Problem requirements: Report each line from the records where the string "other" turns up.

Stored data:

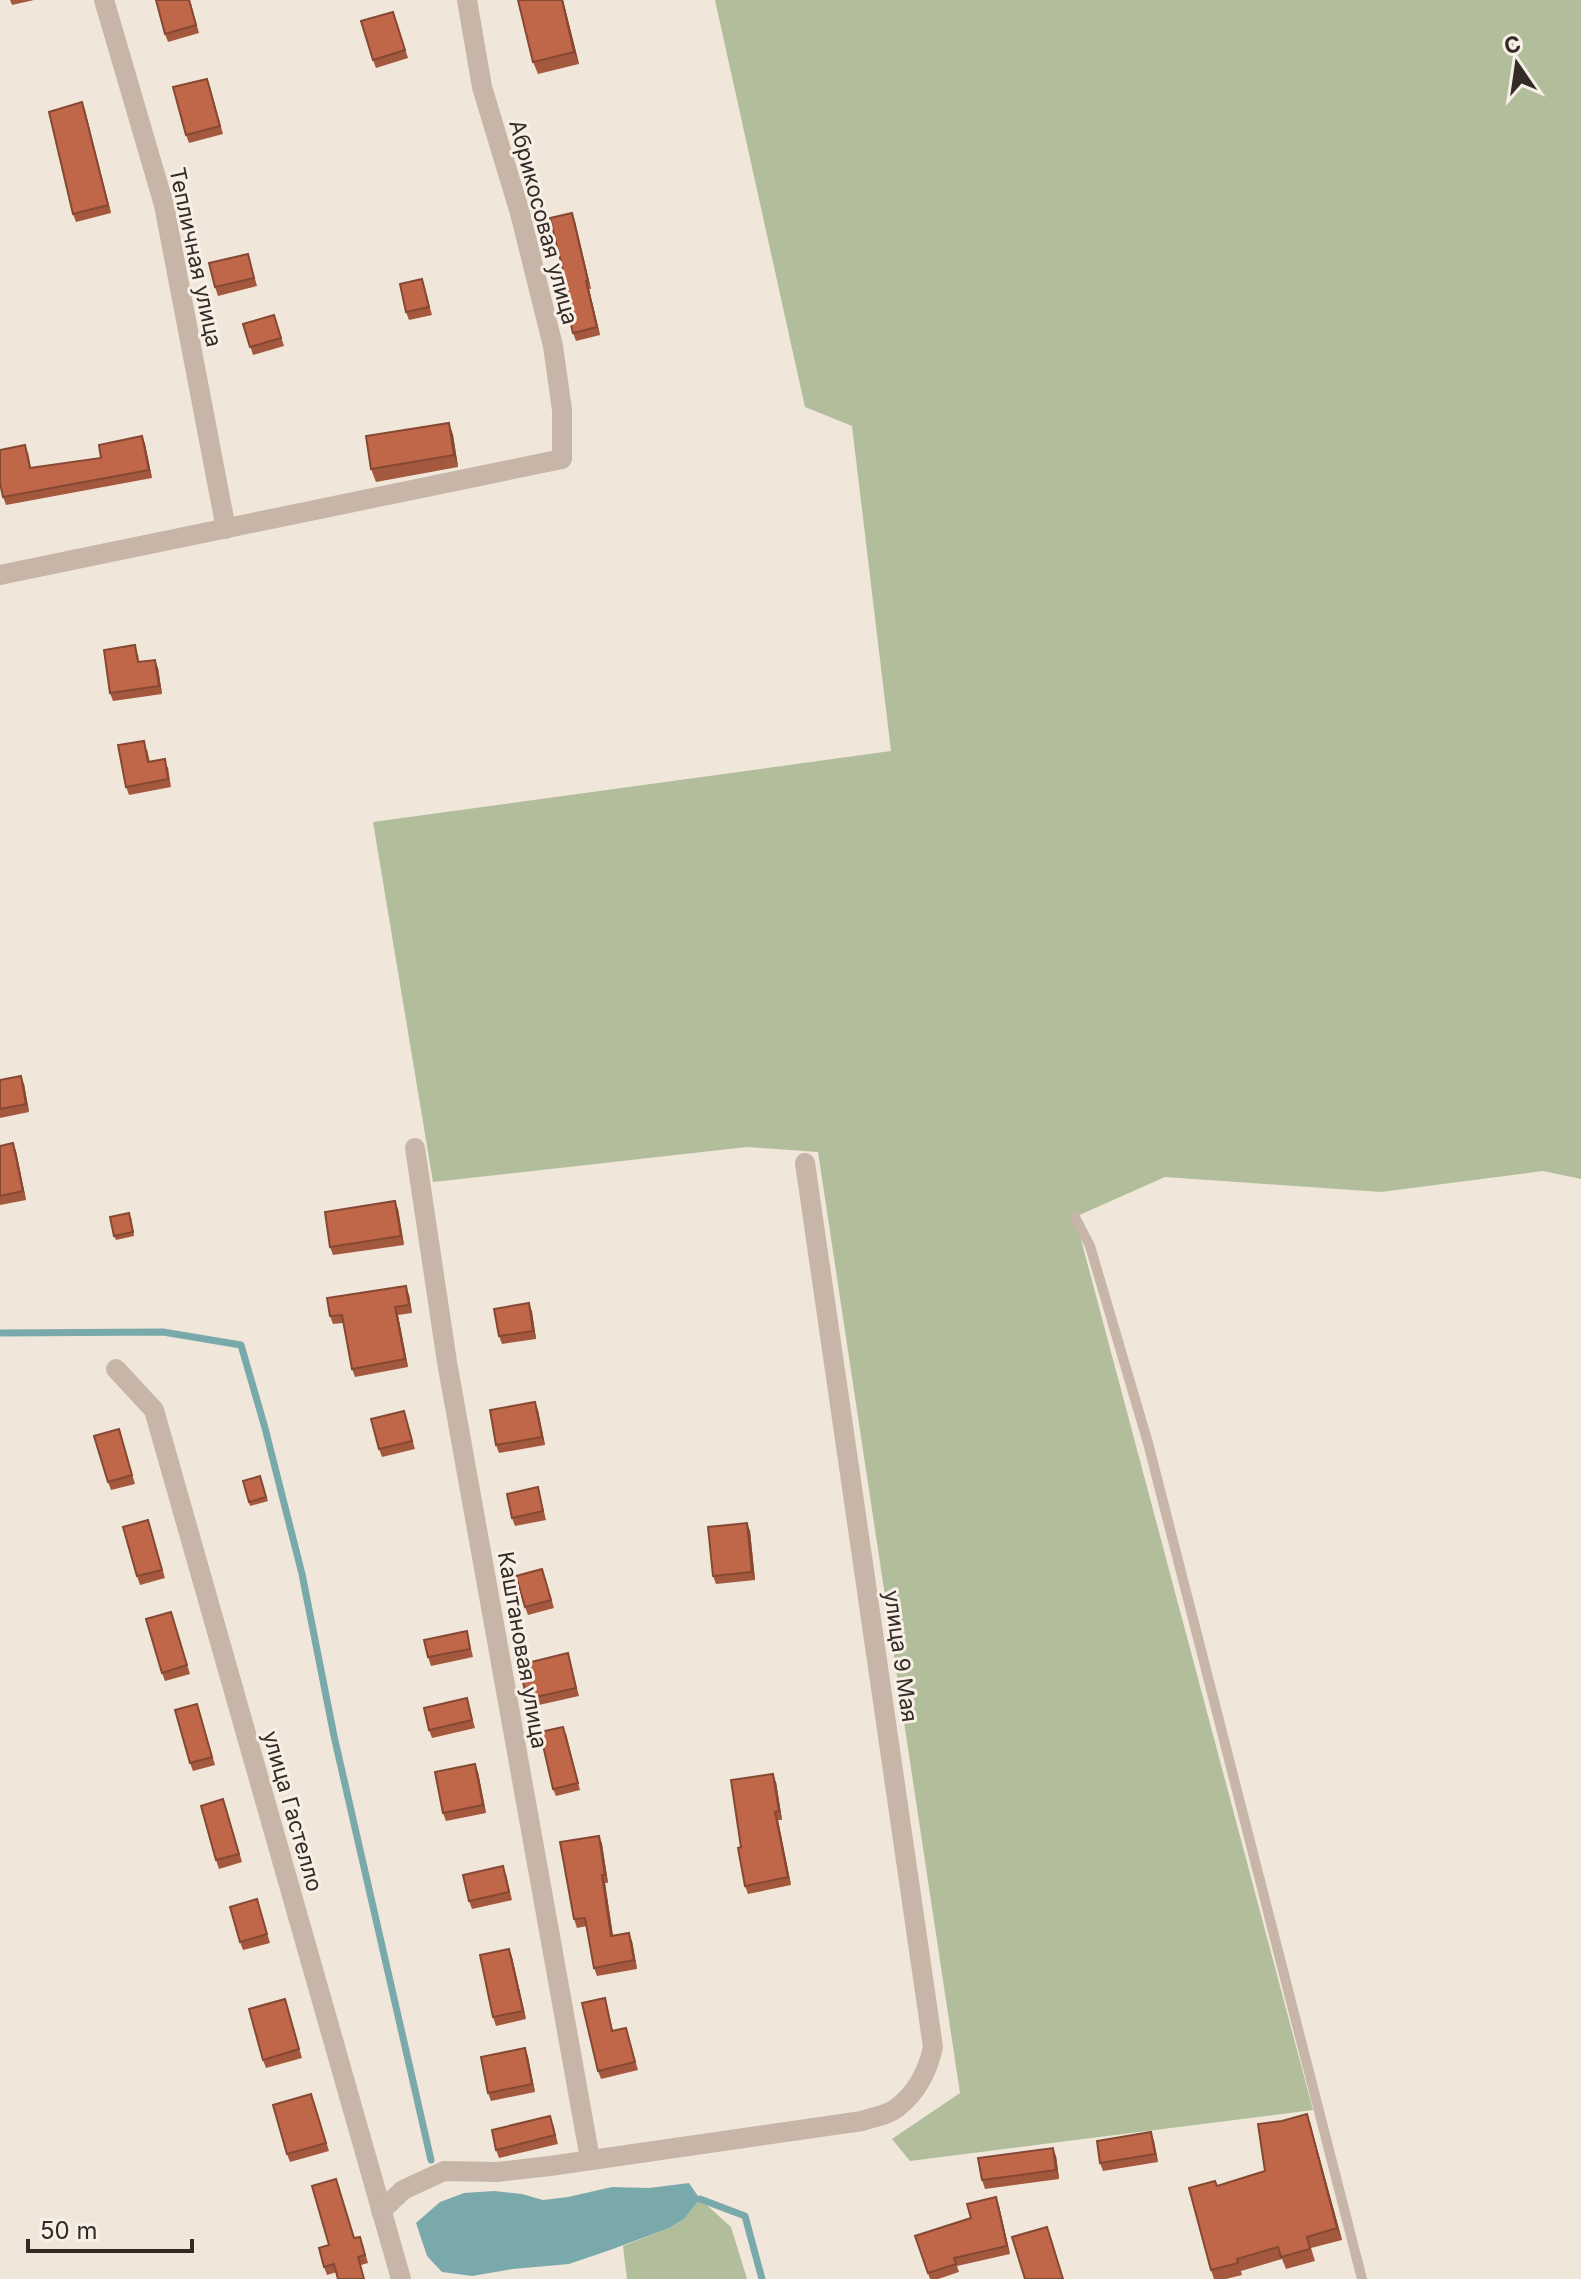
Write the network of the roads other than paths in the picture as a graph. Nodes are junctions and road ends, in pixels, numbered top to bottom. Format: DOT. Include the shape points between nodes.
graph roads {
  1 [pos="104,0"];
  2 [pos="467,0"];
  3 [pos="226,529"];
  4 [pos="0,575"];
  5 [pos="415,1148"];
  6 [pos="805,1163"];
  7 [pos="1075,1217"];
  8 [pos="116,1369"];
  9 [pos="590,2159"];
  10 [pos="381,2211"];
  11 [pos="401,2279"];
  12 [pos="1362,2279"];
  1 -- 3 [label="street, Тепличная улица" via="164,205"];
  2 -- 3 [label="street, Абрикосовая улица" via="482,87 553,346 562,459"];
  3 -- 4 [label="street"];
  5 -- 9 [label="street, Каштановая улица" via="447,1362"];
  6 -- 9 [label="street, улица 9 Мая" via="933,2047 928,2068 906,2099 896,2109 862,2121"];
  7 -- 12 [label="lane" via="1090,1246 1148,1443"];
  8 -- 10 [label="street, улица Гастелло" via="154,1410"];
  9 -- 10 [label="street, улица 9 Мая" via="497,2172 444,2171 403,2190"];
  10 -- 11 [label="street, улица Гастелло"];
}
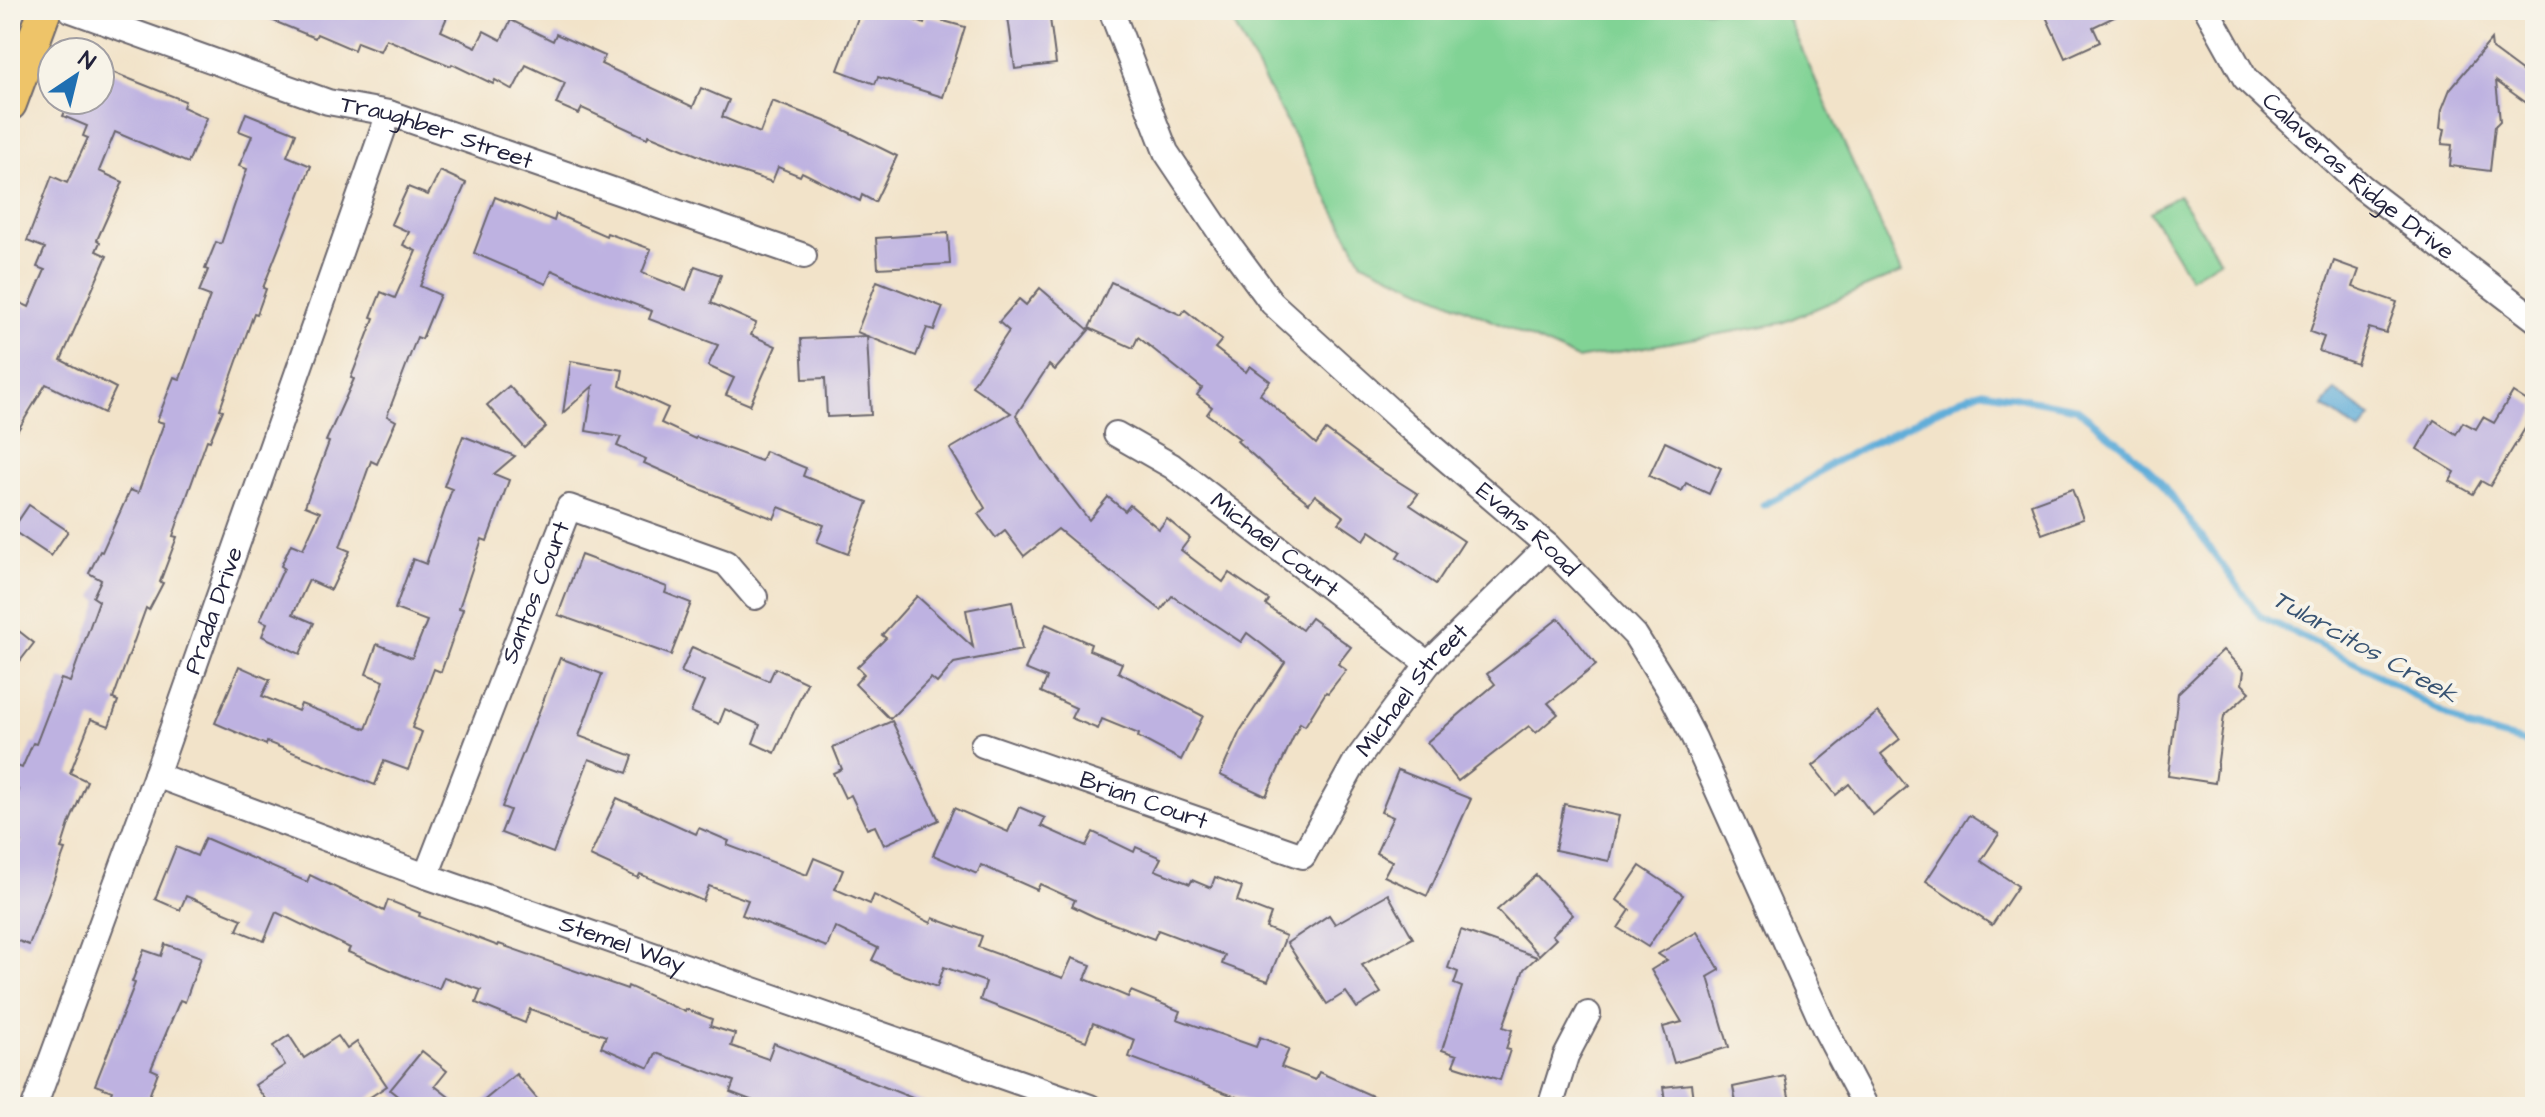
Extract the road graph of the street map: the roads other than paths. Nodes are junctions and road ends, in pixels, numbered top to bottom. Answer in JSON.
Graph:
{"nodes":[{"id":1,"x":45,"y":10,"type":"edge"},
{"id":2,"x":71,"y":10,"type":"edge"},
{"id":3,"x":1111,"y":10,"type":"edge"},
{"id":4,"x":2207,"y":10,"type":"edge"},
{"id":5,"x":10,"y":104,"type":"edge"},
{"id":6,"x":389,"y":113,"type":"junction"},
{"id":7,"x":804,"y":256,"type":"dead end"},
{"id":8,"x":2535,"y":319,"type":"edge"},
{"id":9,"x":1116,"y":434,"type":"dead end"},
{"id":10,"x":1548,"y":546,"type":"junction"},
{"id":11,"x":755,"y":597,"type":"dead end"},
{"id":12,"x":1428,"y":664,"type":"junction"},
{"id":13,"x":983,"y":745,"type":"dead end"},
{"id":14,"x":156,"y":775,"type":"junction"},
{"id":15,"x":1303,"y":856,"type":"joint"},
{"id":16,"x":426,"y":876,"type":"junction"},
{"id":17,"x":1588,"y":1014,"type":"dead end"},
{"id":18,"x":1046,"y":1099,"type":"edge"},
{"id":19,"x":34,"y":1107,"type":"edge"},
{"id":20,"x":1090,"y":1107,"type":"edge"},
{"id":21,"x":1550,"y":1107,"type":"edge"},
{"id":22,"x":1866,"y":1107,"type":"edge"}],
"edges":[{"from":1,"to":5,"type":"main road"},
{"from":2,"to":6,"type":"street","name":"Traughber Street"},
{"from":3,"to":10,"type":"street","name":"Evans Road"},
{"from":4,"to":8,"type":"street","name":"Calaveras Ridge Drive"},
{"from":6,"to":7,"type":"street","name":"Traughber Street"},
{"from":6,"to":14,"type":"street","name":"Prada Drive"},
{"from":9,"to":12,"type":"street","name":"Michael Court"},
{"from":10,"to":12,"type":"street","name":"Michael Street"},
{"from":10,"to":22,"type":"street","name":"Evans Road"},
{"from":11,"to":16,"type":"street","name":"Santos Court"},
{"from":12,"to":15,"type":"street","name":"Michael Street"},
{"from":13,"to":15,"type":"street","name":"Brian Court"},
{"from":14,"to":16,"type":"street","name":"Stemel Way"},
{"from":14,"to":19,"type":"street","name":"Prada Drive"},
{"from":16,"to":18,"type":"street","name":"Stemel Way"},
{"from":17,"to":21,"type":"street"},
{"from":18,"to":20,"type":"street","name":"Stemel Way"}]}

Response below:
Write the network of the roads other than paths in the picture as a graph. Nodes are junctions and road ends, in pixels, numbered top to bottom. Format: DOT. Include the shape points between nodes.
Extract the road graph of the street map: the roads other than paths. Nodes are junctions and road ends, in pixels, numbered top to bottom. Answer in JSON.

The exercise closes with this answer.